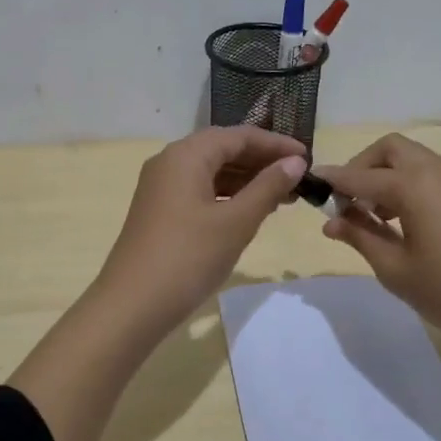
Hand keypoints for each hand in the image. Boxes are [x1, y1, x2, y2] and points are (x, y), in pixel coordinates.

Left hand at [95, 126, 307, 335]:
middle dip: (261, 162)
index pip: (238, 136)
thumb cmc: (189, 257)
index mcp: (186, 155)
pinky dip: (227, 196)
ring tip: (281, 198)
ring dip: (246, 181)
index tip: (308, 158)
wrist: (132, 305)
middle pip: (222, 149)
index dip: (275, 144)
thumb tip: (295, 161)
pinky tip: (249, 212)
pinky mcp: (159, 211)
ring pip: (211, 171)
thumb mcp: (236, 222)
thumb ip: (268, 187)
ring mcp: (161, 188)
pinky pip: (199, 190)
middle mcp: (170, 162)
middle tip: (297, 180)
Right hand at [313, 133, 440, 354]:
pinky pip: (430, 176)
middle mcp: (437, 171)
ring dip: (385, 176)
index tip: (308, 187)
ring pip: (412, 160)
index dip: (333, 180)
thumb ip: (360, 236)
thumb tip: (330, 220)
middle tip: (346, 203)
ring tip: (369, 217)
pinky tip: (399, 223)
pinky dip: (407, 186)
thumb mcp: (394, 269)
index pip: (360, 174)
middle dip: (362, 167)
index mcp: (414, 184)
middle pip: (390, 149)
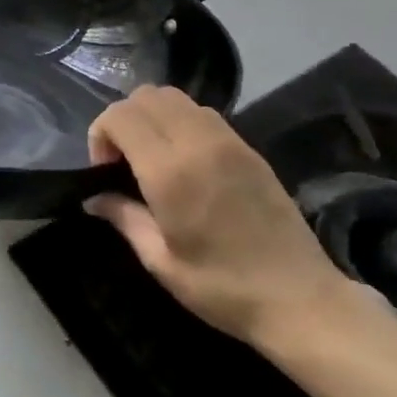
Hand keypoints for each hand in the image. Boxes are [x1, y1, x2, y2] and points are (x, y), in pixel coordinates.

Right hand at [86, 86, 351, 346]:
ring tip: (151, 158)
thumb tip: (94, 198)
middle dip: (123, 120)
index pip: (121, 116)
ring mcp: (230, 142)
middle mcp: (199, 144)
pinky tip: (183, 162)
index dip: (100, 135)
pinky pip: (202, 113)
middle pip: (146, 96)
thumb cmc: (222, 288)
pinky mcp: (250, 149)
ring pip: (175, 97)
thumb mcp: (160, 260)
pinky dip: (179, 123)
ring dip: (152, 117)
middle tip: (122, 161)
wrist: (302, 301)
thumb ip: (124, 217)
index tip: (104, 170)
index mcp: (171, 172)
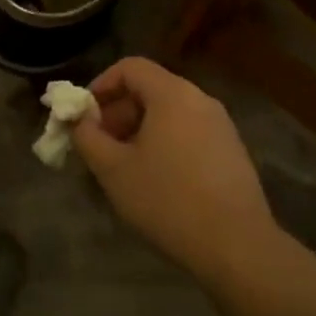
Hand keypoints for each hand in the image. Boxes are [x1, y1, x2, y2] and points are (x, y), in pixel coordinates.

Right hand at [73, 57, 276, 278]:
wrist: (238, 248)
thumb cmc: (169, 201)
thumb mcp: (114, 171)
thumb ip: (88, 138)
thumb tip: (77, 120)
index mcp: (172, 93)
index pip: (130, 67)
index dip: (101, 85)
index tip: (84, 115)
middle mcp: (199, 99)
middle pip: (150, 89)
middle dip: (118, 112)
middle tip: (100, 145)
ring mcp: (221, 125)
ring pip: (170, 113)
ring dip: (141, 130)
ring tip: (124, 166)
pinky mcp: (232, 152)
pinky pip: (189, 132)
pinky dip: (166, 143)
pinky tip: (157, 181)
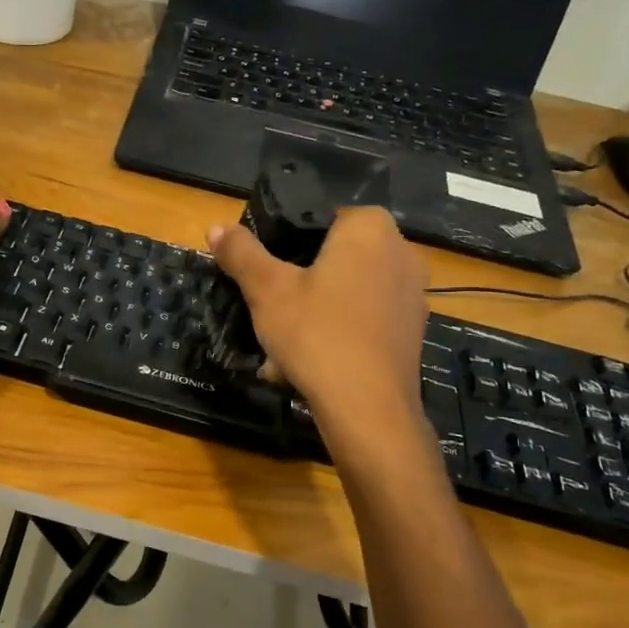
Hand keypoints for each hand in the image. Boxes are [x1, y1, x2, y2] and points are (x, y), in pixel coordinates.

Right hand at [208, 207, 429, 426]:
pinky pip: (362, 321)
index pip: (317, 219)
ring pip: (344, 293)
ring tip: (278, 349)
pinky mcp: (411, 330)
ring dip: (311, 314)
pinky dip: (335, 335)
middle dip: (297, 286)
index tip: (262, 273)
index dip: (283, 243)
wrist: (368, 408)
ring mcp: (411, 293)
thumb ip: (242, 254)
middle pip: (331, 258)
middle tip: (267, 312)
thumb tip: (217, 227)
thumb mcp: (266, 290)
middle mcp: (400, 251)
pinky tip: (306, 366)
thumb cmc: (317, 334)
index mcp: (369, 228)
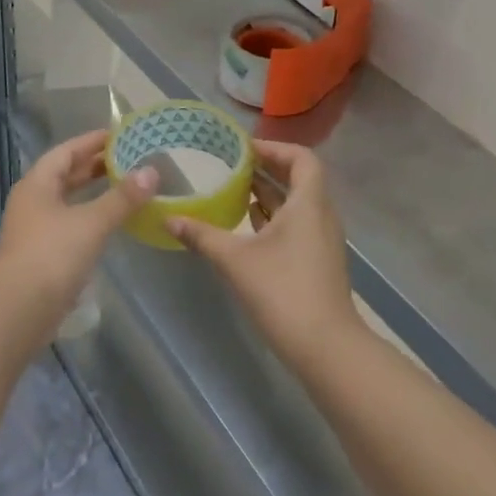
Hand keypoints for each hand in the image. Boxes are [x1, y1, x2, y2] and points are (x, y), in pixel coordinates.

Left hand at [0, 129, 155, 320]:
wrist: (18, 310)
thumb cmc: (52, 255)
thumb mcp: (92, 222)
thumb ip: (122, 198)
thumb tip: (151, 172)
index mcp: (37, 184)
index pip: (66, 151)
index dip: (92, 141)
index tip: (119, 135)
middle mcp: (32, 202)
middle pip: (65, 175)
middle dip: (95, 166)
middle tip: (129, 158)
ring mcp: (35, 230)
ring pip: (68, 201)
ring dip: (93, 193)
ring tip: (125, 187)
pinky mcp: (42, 255)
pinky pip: (70, 225)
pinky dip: (90, 218)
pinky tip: (110, 224)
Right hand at [168, 141, 359, 369]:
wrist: (326, 348)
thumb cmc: (283, 292)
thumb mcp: (235, 260)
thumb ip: (202, 236)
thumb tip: (169, 219)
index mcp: (308, 204)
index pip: (301, 158)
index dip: (274, 148)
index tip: (243, 149)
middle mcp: (320, 216)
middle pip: (298, 178)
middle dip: (266, 168)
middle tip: (231, 164)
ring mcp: (321, 241)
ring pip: (296, 204)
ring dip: (268, 193)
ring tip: (233, 188)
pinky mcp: (317, 262)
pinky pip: (296, 225)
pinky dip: (273, 217)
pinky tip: (245, 225)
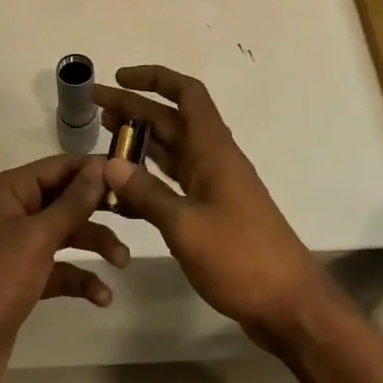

......

§ **Exercise details**:
Using the data above, transcribe exactly the lines between those containing "thumb mcp: (114, 171)" and "ring dip: (311, 314)", inclusive, and leave every picture behind.

§ **Task result**:
thumb mcp: (114, 171)
thumb ip: (88, 138)
thumb tip: (77, 120)
index mcp: (172, 93)
index pip: (130, 67)
index dip: (101, 85)
index tip: (84, 115)
middle mcp: (199, 99)
middle pip: (150, 89)
middle dip: (118, 112)
middle tip: (100, 145)
ring mcp: (221, 125)
ring pip: (170, 113)
ring dip: (141, 130)
ring tip: (124, 166)
pinky mcp: (232, 152)
pinky pip: (189, 132)
pinky dip: (166, 143)
pinky tip: (157, 181)
Hand keypoints for each hand in the image. Boxes are [x1, y1, x2, y2] and points are (x, y), in pixel coordinates.

Right hand at [208, 207, 429, 426]:
pinky pip: (362, 321)
index pip: (317, 219)
ring pip: (344, 293)
ring tip: (278, 349)
pinky mcp: (411, 330)
ring dip: (311, 314)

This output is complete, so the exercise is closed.